Last Thursday, China's securities regulator announced it would once again reduce the amount of money required to open a margin-trading account (remember, this limit was lowered a couple of years ago, then raised in January).

On Saturday, 21 major Chinese brokerages made a coordinated announcement, pledging to purchase $120 billion yuan worth of Chinese stocks to help stabilize the market. Chinese brokers vowed to keep buying stocks until the Shanghai index had risen to 4500. Also, 28 privately held companies canceled plans to hold initial public offerings that could have drained capital away from companies that were already publicly traded. It's widely suspected that these moves were made at the behest of the Chinese government.

On Sunday, China's central bank also announced it would inject cash into the China Securities Finance Corp, a state-owned company that finances margin trading. In other words, the Chinese government is printing money to finance leveraged stock investment. On Monday, the Chinese financial magazine Caijing reported that the government had ordered the nation's social security fund not to sell any stock in Chinese companies.

On Wednesday, the government told state-owned companies and executives to buy stocks. It also authorized insurance companies to buy more equities and offered more credit to help people buy stocks.

But the market has shrugged off these interventions. The Shanghai Composite lost 1.3 percent on Tuesday and an additional 5.9 percent on Wednesday.

Why people are freaking out about the stock market crash

A financial crisis could shake public confidence in Chinese president Xi Jinping. (Sasha Mordovets/Getty Images)

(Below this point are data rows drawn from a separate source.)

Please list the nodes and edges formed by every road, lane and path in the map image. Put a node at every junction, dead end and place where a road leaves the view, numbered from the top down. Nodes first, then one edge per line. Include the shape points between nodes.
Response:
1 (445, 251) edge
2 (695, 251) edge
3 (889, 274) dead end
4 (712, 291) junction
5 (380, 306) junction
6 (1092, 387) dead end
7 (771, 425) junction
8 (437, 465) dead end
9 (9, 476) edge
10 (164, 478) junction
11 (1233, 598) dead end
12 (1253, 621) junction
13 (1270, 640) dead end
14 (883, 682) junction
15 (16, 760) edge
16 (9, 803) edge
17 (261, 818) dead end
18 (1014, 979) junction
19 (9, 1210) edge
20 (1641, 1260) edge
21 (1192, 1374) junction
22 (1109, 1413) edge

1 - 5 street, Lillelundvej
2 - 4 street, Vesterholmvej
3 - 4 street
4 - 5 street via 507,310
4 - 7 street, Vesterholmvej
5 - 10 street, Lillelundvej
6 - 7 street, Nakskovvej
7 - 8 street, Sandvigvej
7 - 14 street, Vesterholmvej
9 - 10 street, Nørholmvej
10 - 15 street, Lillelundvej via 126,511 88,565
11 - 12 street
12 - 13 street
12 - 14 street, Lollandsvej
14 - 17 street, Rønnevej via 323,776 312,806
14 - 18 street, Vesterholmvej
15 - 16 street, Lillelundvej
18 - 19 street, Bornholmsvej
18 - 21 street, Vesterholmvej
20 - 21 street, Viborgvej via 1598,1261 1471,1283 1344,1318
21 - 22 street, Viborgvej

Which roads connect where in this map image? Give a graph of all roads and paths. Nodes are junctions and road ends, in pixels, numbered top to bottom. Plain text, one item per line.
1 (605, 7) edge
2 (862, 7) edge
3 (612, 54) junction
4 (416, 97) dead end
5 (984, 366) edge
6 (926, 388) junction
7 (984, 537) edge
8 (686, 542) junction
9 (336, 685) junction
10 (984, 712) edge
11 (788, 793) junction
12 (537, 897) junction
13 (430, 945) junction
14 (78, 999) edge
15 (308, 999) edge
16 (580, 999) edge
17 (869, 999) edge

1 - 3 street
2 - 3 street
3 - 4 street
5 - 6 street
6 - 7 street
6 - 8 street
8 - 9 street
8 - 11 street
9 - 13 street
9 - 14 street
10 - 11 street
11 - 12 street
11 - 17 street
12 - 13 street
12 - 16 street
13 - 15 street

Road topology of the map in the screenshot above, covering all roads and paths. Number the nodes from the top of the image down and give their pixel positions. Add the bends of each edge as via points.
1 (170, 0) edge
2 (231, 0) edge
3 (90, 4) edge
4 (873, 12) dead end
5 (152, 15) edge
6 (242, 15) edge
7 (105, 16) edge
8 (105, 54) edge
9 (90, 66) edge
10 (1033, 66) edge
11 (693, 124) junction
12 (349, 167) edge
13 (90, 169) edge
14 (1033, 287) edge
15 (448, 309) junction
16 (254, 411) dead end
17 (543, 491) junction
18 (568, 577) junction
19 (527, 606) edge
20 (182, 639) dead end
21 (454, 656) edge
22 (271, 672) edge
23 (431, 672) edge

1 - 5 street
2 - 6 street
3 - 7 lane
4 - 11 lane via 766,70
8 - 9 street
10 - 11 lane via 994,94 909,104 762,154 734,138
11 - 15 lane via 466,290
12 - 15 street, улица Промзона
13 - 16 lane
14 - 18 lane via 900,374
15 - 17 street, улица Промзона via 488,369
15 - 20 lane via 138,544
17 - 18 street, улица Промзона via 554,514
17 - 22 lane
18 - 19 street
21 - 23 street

Under ordinary circumstances, a falling stock market is no big deal. Stocks are supposed to be risky investments, and the market is still way up from its level a year ago. But there are a couple of reasons the Chinese government may be especially concerned about recent price declines.

One is how widespread margin trading has become in China. A couple of years ago, the Chinese government relaxed a rule that limited margin trading to wealthy people. Liang says that 20 million people opened stock market accounts this spring, because "everybody wants to jump on the bandwagon to gamble on the stock market." Many opened margin trading accounts and making leveraged investments.

The borrowing magnified their gains as the market rose. But once the stock market started to fall, the leverage magnified their losses too. Someone who was unlucky enough to buy stock at the June 12 peak has lost 32 percent of his investment. But someone who bought on June 12 with a 2-to-1 margin has lost 64 percent of his investment. If the stock market falls by another 26 percent, someone who bought on margin at the peak will be totally wiped out.

In many cases, the risky investments are being made by ordinary Chinese people who use their savings — and in some cases, mortgage their homes — to invest in stocks. These novice investors, many of whom have limited education and financial savvy, may be surprised and angry if their savings get wiped out.

So this stock market crash — unlike the one that began in 2008 — could create a broad grassroots backlash against the authorities. And while China isn't a democracy, the government is still sensitive to public opinion, knowing that social unrest could lead to a revolution or coup.

Even worse, the same dodgy financial products that have driven stock market volatility have also been used to make risky bets in other sectors of the economy. Some WMPs have invested money in leveraged stock market investments, but others have poured money into speculative real estate projects or business ventures. In an economic downturn, these investments could fail to pan out, as well, causing even more Chinese investors to take unexpected losses.